**THE TASK:**
Scan the records for lines with the string "hidden". Say how many there are, and add nothing.

======== DATA UNDER STUDY

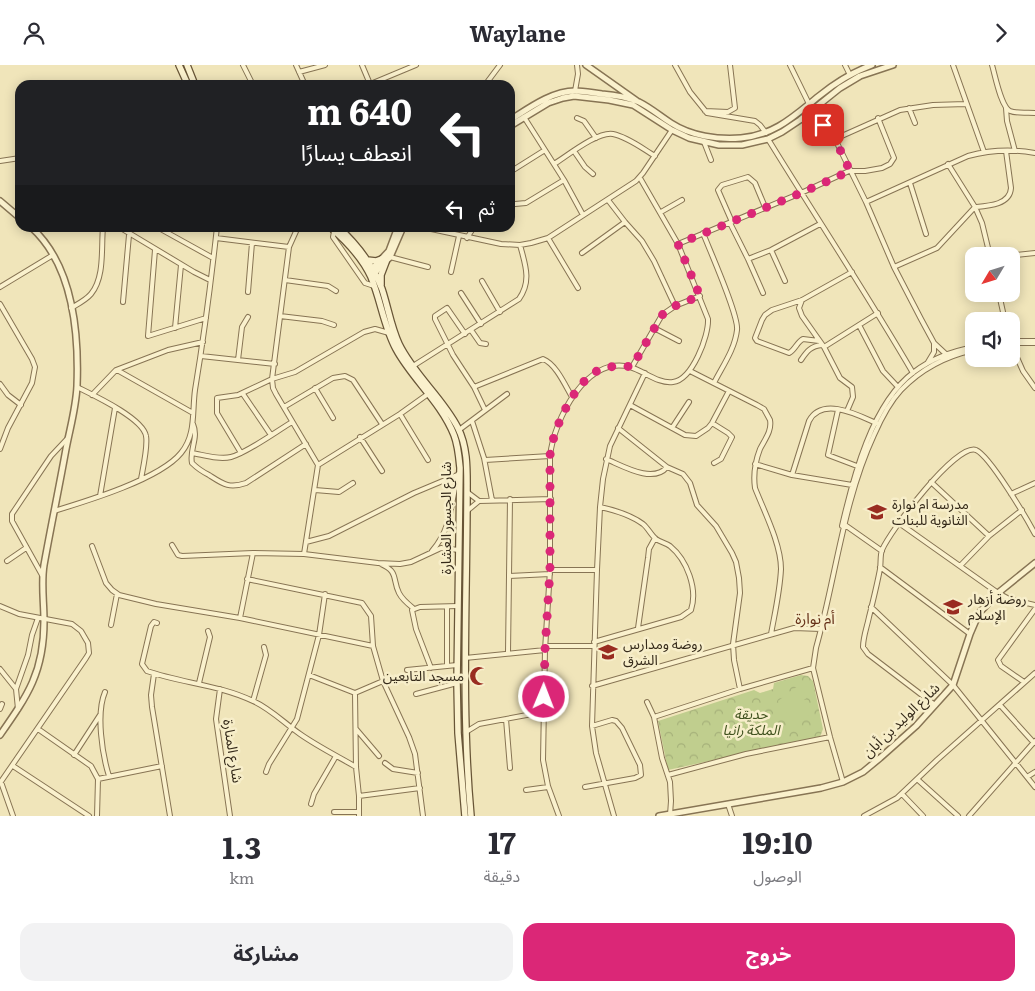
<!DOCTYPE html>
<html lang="ar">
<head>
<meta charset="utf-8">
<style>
	:root { --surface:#fff; --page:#f2f2f3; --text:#2b2b33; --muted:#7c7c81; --accent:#db2777 }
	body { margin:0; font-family:Literata,"Noto Sans Arabic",serif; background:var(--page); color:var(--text); direction:rtl; height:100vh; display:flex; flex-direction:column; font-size:19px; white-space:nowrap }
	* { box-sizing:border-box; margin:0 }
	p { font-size:16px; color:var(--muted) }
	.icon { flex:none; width:28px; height:28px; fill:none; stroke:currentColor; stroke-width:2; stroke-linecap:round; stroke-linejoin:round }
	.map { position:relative; height:751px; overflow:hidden; direction:ltr }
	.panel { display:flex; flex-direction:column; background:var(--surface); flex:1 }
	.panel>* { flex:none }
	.top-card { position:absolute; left:15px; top:15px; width:500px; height:152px; border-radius:15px; box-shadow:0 2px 12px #0003; direction:rtl; background:#202124; color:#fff; overflow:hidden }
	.needle { width:32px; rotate:232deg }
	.controls { position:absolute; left:965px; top:182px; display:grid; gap:10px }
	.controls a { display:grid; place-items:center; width:55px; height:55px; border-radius:10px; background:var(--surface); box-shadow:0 2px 12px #0003; font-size:25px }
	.pin { position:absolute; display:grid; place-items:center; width:42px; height:42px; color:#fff; margin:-21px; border-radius:10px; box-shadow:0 2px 8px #0006 }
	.me { position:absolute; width:55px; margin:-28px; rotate:1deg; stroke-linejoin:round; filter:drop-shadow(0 0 4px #0008) }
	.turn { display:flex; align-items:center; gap:18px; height:105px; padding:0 20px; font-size:22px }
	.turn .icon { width:65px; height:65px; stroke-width:2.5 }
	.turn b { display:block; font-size:35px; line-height:42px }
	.then { display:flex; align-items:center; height:48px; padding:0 20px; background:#0003; gap:10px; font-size:19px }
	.eta { display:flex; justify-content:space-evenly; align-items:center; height:85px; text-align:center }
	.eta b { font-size:30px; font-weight:700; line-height:35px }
	.button { display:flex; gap:10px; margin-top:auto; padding:10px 20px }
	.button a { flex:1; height:58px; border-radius:15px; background:var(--accent); color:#fff; font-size:20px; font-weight:700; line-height:58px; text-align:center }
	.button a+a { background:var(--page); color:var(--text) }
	header { display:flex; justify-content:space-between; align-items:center; height:65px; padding:0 20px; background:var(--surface); font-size:22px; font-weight:700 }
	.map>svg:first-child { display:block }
</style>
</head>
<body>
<header><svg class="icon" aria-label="forward" viewBox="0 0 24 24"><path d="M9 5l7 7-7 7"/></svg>Waylane<svg class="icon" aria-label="person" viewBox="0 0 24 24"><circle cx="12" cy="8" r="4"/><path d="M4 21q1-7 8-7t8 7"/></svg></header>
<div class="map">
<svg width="1035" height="751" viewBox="0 0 1035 751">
	<defs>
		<pattern id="park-crowns" width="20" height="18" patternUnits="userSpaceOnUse" patternTransform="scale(1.25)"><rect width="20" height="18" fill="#c0ce8e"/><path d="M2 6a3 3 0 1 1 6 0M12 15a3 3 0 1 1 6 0" fill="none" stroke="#a6b17a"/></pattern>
	</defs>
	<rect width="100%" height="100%" fill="#f0e5ba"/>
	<path fill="url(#park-crowns)" d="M801 610 808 611 813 616 823 664 820 672 668 705 658 656 754 625 760 628 773 624 774 618Z"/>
	<path fill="#c0ce8e" d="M799 620 808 632 804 635 813 647 796 660 778 636Z"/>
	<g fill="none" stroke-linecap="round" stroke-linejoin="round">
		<g stroke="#877454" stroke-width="6">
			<path id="minor" d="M243 0 253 20
				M296 0 305 20
				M362 0 370 19
				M675 0 690 27 707 48 755 56 760 60 766 68
				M790 0 812 45 835 74 866 137 894 202 921 254 934 278 949 292
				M845 0 850 10
				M953 0 984 87
				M992 0C995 10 1001 42 1010 46 1017 49 1028 47 1035 48
				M299 7 325 0
				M368 20 416 0
				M485 20 500 0
				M575 26 578 9 577 0
				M909 43 915 58
				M1006 43 1007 56 1015 86
				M705 46 728 47 735 43 730 0
				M524 52 564 115 583 150
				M577 53 584 56 596 73
				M768 74C816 152 867 229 913 308
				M835 74 900 45 933 40 966 39
				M704 77 711 95
				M574 86 585 102 593 109
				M0 96 20 93
				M554 99C567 91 598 66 613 69 628 72 643 84 655 91
				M948 99 975 142 982 158 990 191
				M510 107 545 85
				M910 118 926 169
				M608 135 625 157 642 176 654 196 675 241
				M866 137 968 91C990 85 1012 84 1035 88
				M515 139 526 138 564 115
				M661 147 682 135
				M732 157 718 125 722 120 748 112 755 118 765 142
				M730 158 748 194 763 228
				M119 162 194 207 210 215
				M157 162 213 193
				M298 162 289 182 272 314 273 323 276 329 318 400 304 489
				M422 162 501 179 520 180 531 178 548 173 636 116 643 108 672 65
				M334 166 333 172 365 218 374 221
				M703 168C710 186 739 251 737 265 735 284 722 302 714 318
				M216 173 289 182
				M467 173 474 162
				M548 173 578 223
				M678 179 801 128 849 106H865L882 103 890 99 894 93 878 53
				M155 185 148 271 206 253
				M771 185 785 216
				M582 188 625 157
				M1007 191 1035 188
				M390 192 428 202
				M748 194 771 185 820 159
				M894 202 937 183 975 142C988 141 1010 140 1011 123L1006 86
				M451 207 459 171
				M285 215 328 221 336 226
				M482 216 500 247
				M0 222 53 190
				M248 227 252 178
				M461 228 481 259
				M999 229 1005 256
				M802 235 799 243 802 251 824 282 840 313 852 322 853 332 847 346
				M123 237 129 170
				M0 239 32 294 35 302 32 318 8 363 0 384
				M71 243C78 239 86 235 91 229 105 212 101 183 103 162
				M280 251 322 256 334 260
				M859 260 883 306 898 322
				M175 263 181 200
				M654 263 679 276
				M471 265 480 278 486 279
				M465 269 447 243 435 251V254L453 290 474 322 485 345
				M819 276 803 274C797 277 795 285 789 288L757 276 755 273 762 255 765 250 772 245 802 235 852 207
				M1011 276H1035
				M1011 278H1035
				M1011 279 1023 306 1035 323
				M824 282 878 248
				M201 291 275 299
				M238 295 242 262 248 252
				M801 295C807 286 811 281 822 280
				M928 297 934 287V278
				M413 301 519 234C532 216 525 199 520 180
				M632 302 662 250 675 241 700 231
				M117 305 193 348
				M690 306 757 340 764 344 770 355C772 366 765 374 760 384 755 397 753 409 755 423 764 446 781 479 781 504 780 526 775 547 771 569
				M0 319 8 330 21 340
				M77 322C93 330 143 353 146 371 148 381 143 403 141 414
				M474 322 543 294C556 299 565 320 572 332
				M315 323 333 353
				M243 329 271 370
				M92 330 116 305 168 285 203 277
				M630 340 685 370 696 371 708 363 712 358 729 326
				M284 342 333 313 345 311 353 315 382 359
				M838 345 828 390 857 401
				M400 349 428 395
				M472 356 484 393 492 435
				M712 358 728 368 732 372 721 394 714 398
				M193 359C199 373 189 385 192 398 197 403 203 407 209 410 223 419 229 424 246 418L306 379
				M618 363 667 402 683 409 690 418 697 440 716 461 732 488 736 497 739 513 740 528 733 579 734 595 740 624
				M672 363 689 337
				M459 365 507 329
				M360 372 382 406
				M192 388C204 390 219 395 231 392 247 388 277 366 292 357
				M241 388 217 348V333L238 330 272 314 295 307 364 267 375 264 389 268
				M606 394C623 401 653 419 667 402
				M485 395 550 391
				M755 399 792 410 852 420
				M318 400 400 349 428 329
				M792 410 809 356C822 331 858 350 876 358
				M931 417 989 471
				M315 425 339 427 353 418
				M467 427 479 436
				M1011 429 1035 418
				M100 431 115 343
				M54 446C87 436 160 414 181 388 196 370 192 347 195 325 204 271 211 217 217 162
				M467 446 479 436 551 434
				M899 458 998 528 1009 534 1035 540
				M845 460 882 486
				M842 461C853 413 872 338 914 307 931 294 953 286 974 282
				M306 477 329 471 414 428 457 410
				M172 480 178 490 182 491 253 488
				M92 481 106 518 112 525 119 530 156 539 240 553 373 581
				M432 486C452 463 451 437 458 409
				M7 496 26 483
				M381 499C399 507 392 514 399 528 402 534 408 539 413 543
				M960 501 989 471 1022 445
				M880 502 970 569
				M550 505H597
				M42 510 12 456V449L51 391 67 374
				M509 511 550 509
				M247 514 362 538 371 551 373 581 383 616 409 672 415 689 423 751
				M0 541 19 549 72 559 81 566 88 578 89 588 86 593 0 718
				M447 542V601
				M871 542 953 620 1035 722
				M240 553 253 488 304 489 378 498 400 499 411 497 441 483 459 485
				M157 558 154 557 151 561 142 599 147 606C181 618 220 620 253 636 271 644 284 658 300 669 317 681 337 691 356 702
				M111 560 117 529
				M638 563 648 493 649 484 655 473
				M594 577 681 552 691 545C698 524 687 495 670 481 666 478 660 477 656 474 651 470 648 463 643 459 631 450 614 445 600 442
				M545 581H593
				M508 588 510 434
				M465 593 545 585
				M431 603 416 564 412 545 420 542 458 541
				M0 604 16 624
				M407 605 457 600
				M154 609 151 630 152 642 170 751
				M309 610 355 628 383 616
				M1024 617 1001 601 998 595 1035 544
				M199 618 210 572 208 566
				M592 621 794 563 821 564
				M220 624 216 654 230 751
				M105 627C96 648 102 689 109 711
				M355 628 356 702 359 731V751
				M416 629 457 618
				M253 636 266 590 264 582
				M647 637 654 652 662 693 670 717 671 736 670 750
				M935 640 868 589 863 582C863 572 867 562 869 552 873 536 877 520 880 504 881 498 880 490 882 485 890 466 956 378 976 385 990 391 1027 454 1035 469
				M1000 640 1034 678
				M0 644 2 639
				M18 644 16 624 28 590 32 570 38 553
				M654 652 740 624 813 603
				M506 654 510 703
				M38 664 91 701 98 714 97 751
				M356 664 379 691
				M466 667 479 659 543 647
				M74 690 100 650
				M385 698 393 704 418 708
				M13 701 89 751
				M266 707 269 699 297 654 319 570 325 529
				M668 710 746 689 830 672
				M1027 712 1035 707
				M98 714 162 701
				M917 714 958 751
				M1 717 13 751
				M843 717 830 672 813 603 816 583C836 512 843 437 874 370 881 354 889 338 901 325 921 304 946 291 974 285
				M585 722 635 713 641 710 640 700 622 663 616 656 612 655 592 661
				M526 725 548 722
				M902 729 923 751
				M359 731 420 723
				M311 739 314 729 336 691
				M728 739 732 751
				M334 747H359
				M559 751 548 721 543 695 545 585 550 505V391C554 355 586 290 630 302 644 306 658 319 673 317 692 315 709 271 708 254L678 179 640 113
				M614 751 596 688 592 661 597 505 600 442 603 414 610 381 645 308
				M864 751 897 733 937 695 1035 608
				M969 751 1035 676"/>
		</g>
		<g stroke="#877454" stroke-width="8">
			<path id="tertiary" d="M586 0 637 36
				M510 55C529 43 552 26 575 26 584 26 593 28 602 29 614 30 627 32 639 37 651 43 660 51 671 58 691 71 718 75 741 73 775 70 794 51 819 31 835 18 853 7 872 0
				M510 61 548 38 563 33 574 31 609 35 633 40 672 65 689 73 719 80H742L768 74 782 67 800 55 840 23 860 11 893 0
				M0 136 20 153
				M371 205 389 186 398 162
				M373 210 390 192 403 162
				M0 670C28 630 44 607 44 556 44 537 41 518 44 500 51 461 59 423 66 384 70 363 76 343 77 321 79 268 73 200 31 162
				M659 751 821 723 843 717 863 707 880 693 916 661 953 620 970 569 979 548 998 528 1035 498"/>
		</g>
		<g stroke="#685537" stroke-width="8">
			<path id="secondary" d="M179 0 188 20
				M187 0 195 20
				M330 162C345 175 363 194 371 212 381 236 384 262 396 284 412 314 441 337 454 370 458 380 459 392 460 403L457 618 458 668 465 751
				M338 162C357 179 373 201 382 224 388 242 391 262 399 279 414 310 443 333 458 363 468 383 467 406 467 427 467 535 461 643 471 751
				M367 195 376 196 384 193
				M381 220V210L386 197"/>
		</g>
		<use href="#minor" stroke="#faf1cd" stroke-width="4"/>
		<use href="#tertiary" stroke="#faf1cd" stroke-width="5"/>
		<use href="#secondary" stroke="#faf1cd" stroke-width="5.5"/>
	</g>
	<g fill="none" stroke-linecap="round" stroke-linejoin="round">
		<path stroke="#db2777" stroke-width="9" stroke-dasharray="0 16.2" d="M544 632 545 585 550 505V391C552 366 574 318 597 306 607 301 621 300 632 302L662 250 675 241 700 231 678 179 801 128 850 106 835 74 823 60"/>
	</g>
	<defs>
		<g id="school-bare" transform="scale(1.5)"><path d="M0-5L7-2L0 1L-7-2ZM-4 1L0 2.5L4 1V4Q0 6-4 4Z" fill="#992c21" stroke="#f7eeca" stroke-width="2.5" paint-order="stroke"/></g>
		<g id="mosque-bare" transform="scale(1.5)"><path d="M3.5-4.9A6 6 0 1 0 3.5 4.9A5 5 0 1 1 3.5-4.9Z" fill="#992c21" stroke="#f7eeca" stroke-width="2.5" paint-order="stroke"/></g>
	</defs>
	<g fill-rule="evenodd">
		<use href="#school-bare" x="877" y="447"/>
		<use href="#school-bare" x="953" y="542"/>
		<use href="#school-bare" x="608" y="587"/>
		<use href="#mosque-bare" x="479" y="611"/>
	</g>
	<g text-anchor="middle" stroke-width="5" stroke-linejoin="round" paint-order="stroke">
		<g font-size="14" fill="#352a1a" stroke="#f7eeca" text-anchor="start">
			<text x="892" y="444">مدرسة ام نوارة<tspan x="892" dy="16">الثانوية للبنات</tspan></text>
			<text x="968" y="539">روضة أزهار<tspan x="968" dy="16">الإسلام</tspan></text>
			<text x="623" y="584">روضة ومدارس<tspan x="623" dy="16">الشرق</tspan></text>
			<text x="464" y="616" text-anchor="end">مسجد التابعين</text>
		</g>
		<g font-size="14" fill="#352a1a" stroke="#f7eeca">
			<text transform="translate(446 453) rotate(-90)" y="5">شارع الجسور العشارة</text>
			<text transform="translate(901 655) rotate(-44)" y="5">شارع الوليد بن أبان</text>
			<text transform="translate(233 686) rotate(81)" y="5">شارع المنارة</text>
		</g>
		<g font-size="14" font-style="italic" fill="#41521f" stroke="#f7eeca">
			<text x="751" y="654">حديقة<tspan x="751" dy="16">الملكة رانيا</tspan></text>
		</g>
		<g font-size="15" fill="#642f17" stroke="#f7eeca">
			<text x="815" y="559">أم نوارة</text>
		</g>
	</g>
</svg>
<div class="controls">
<a><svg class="needle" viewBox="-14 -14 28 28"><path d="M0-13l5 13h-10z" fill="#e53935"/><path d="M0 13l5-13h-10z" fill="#7c7c81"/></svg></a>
<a><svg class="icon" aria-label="sound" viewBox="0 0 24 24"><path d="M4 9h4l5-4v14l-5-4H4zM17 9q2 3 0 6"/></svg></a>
</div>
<div class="pin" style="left:823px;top:60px;background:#d93025"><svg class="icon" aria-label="arrive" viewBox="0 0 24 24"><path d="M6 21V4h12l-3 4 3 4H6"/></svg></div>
<svg class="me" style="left:544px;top:632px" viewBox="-20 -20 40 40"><circle r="17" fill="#db2777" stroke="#fff" stroke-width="3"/><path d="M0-11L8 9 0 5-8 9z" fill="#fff"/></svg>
<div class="top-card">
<div class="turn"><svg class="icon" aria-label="left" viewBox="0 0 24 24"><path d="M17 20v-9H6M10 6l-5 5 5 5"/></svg><div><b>640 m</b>انعطف يسارًا</div></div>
<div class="then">ثم<svg class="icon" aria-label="left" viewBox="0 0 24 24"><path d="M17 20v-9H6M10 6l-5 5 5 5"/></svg></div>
</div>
</div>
<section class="panel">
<div class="eta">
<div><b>19:10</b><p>الوصول</p></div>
<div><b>17</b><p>دقيقة</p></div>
<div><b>1.3</b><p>km</p></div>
</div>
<div class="button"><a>خروج</a><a>مشاركة</a></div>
</section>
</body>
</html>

================

**RESPONSE BELOW:**
2